CoAuthors

Maarten Buijsman (The University at Southern Mississippi, United States); Brian Arbic (University of Michigan, United States); Christopher Jackson (NOAA, United States); Jorge Magalhaes (University of Porto, Portugal); Jose daSilva (University of Porto, Portugal)

This study aims to quantify the energetics of internal tides in 4-km global Hybrid Coordinate Ocean Model (HYCOM) simulations, including the energy cascade from the primary tidal to higher frequencies and their evolution along internal tide “beams”. The ocean model is run in a forward (non-data-assimilative) mode, forced by realistic atmospheric fields and tidal forcing (M2, S2, K1, O1, N2).
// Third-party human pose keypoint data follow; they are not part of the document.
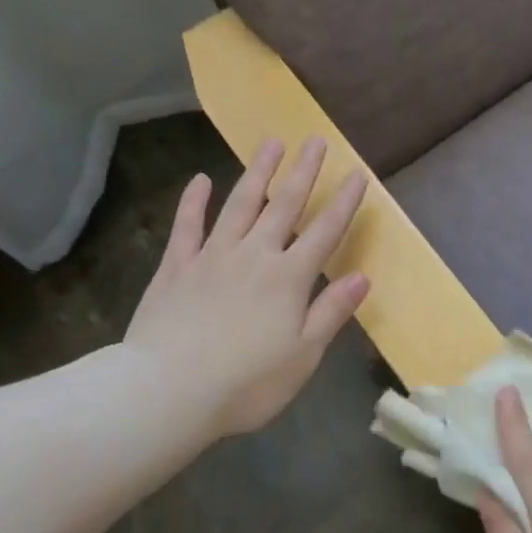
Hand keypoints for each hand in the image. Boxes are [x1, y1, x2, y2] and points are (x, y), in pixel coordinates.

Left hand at [123, 137, 368, 438]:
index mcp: (289, 278)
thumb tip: (363, 276)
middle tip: (315, 140)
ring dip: (258, 172)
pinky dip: (193, 201)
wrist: (168, 392)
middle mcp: (254, 256)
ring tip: (271, 143)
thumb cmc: (247, 383)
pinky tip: (200, 179)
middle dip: (304, 172)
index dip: (344, 203)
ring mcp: (212, 257)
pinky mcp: (176, 268)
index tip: (358, 174)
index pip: (325, 232)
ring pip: (240, 205)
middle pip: (285, 205)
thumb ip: (332, 311)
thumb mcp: (304, 355)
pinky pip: (187, 226)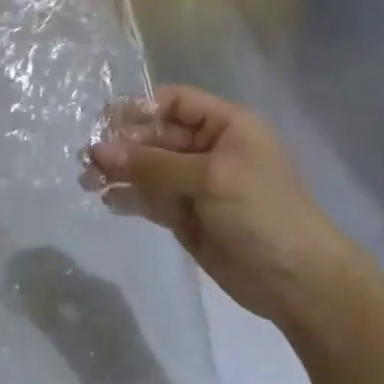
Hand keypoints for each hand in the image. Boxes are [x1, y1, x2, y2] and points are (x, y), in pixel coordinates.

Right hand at [90, 85, 373, 328]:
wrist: (296, 281)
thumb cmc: (262, 213)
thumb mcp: (210, 178)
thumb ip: (153, 164)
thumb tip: (98, 150)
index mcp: (224, 126)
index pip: (173, 102)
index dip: (139, 110)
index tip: (104, 126)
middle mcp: (207, 148)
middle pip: (155, 135)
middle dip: (122, 145)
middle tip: (87, 160)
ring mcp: (194, 183)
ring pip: (147, 168)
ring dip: (119, 172)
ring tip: (88, 182)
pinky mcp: (184, 215)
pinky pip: (149, 198)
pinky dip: (129, 197)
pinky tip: (109, 201)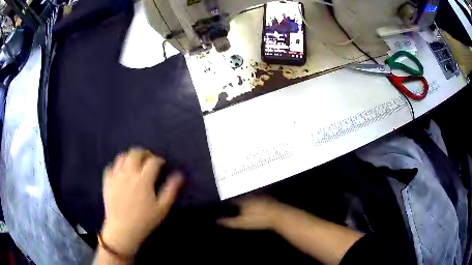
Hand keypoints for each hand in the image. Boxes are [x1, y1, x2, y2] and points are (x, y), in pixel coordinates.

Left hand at [101, 148, 183, 256]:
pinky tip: (121, 172)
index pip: (152, 161)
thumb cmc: (144, 221)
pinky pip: (110, 167)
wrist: (123, 230)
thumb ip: (171, 190)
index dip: (158, 159)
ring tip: (135, 163)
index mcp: (143, 180)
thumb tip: (179, 175)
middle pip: (135, 153)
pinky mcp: (107, 182)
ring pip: (122, 157)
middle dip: (143, 152)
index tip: (161, 163)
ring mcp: (116, 177)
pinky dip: (117, 166)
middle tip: (148, 158)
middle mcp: (128, 174)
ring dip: (130, 157)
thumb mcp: (162, 208)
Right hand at [217, 196, 282, 229]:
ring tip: (240, 201)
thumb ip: (229, 222)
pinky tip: (254, 202)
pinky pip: (257, 195)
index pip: (231, 200)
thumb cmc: (259, 219)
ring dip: (244, 197)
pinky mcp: (267, 196)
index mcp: (242, 200)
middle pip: (239, 196)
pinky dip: (253, 197)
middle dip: (235, 198)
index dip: (227, 203)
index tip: (223, 206)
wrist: (279, 215)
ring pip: (248, 194)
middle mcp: (249, 194)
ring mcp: (259, 194)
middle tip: (231, 203)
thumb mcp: (242, 223)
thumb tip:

Velocity and density fields are band-passed into tidal (D1+D2) and supertidal frequency bands before computing the baroclinic energy budget. Globally, supertidal motions are confined to low latitudes (±30^o), where on average they account for roughly 10% of the total tidal energy. The geographic distribution of supertidal kinetic energy shows a high correlation with the advective flux, a measure of nonlinear wave energy, and good qualitative agreement with observed instances of solitary nonlinear internal waves (Jackson et al. 2012), which are characterized by higher frequencies and wavenumbers. To understand how internal tides evolve along their propagation path and interact with ocean currents, the energetics along the main internal tide beams at the Amazon Shelf and Mascarene Ridge are analyzed in detail. In the Amazon, energy is converted to baroclinic tides at the shelf break at the primary tidal frequencies. The associated pressure fluxes decay over a 1000km distance due to dissipation and energy transfers to higher harmonic pressure and advective fluxes. The supertidal fluxes peak 400km away from the generation site and then remain steady. A high-resolution simulation using the nonhydrostatic Massachusetts Institute of Technology general circulation model (MITgcm) at the Mascarane ridge shows that the horizontal grid resolution in HYCOM is insufficient to resolve subgrid scale solitons impeding an accurate energy cascade to smaller wavelengths, essentially “trapping” energy at frequencies lower than those observed in the MITgcm energy spectrum, which show a series of bulges at frequencies higher than 24cpd. However, in agreement with HYCOM, the energy in the supertidal band increases in proportion to the total tidal energy and is found to be about 50% in MITgcm and about 20% in HYCOM, suggesting that energy at higher frequencies (due to solitons) is underestimated in HYCOM.